Human pose keypoint data
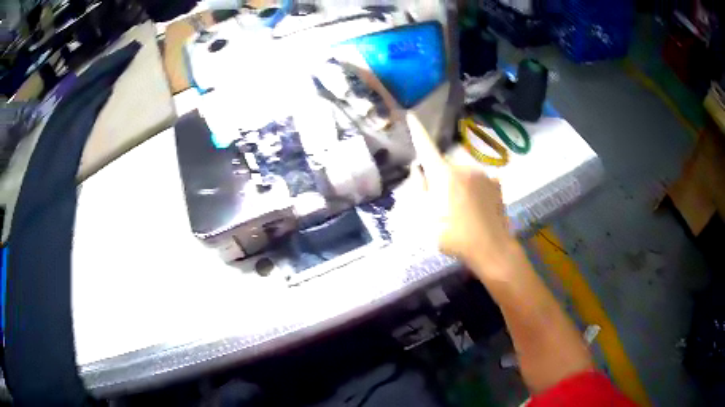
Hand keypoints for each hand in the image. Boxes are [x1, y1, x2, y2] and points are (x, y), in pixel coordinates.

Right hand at [407, 113, 517, 277]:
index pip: (426, 147)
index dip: (418, 131)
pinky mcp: (496, 183)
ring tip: (462, 210)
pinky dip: (474, 188)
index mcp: (444, 175)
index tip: (412, 116)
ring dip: (459, 184)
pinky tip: (477, 207)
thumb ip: (421, 190)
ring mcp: (483, 174)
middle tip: (442, 203)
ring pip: (463, 173)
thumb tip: (418, 169)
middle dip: (441, 178)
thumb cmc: (454, 236)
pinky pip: (479, 180)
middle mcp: (464, 167)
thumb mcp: (428, 218)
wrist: (491, 248)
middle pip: (446, 166)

#### About this exercise:
For this exercise, please reproduce the records above exactly and drop the images.

#### Response:
Hand keypoints for each hand in the image. Boxes are [x1, y1, x2, y2] and points are (x, y), in pixel coordinates.

Right hand at [407, 113, 517, 277]:
index pip: (426, 147)
index dip: (418, 131)
pinky mcp: (496, 183)
ring tip: (462, 210)
pinky dip: (474, 188)
index mcp: (444, 175)
index tip: (412, 116)
ring dip: (459, 184)
pinky tip: (477, 207)
thumb ip: (421, 190)
ring mcp: (483, 174)
middle tip: (442, 203)
ring pip: (463, 173)
thumb tip: (418, 169)
middle dip: (441, 178)
thumb cmc: (454, 236)
pinky pip: (479, 180)
middle mcp: (464, 167)
thumb mcp: (428, 218)
wrist: (491, 248)
middle pip: (446, 166)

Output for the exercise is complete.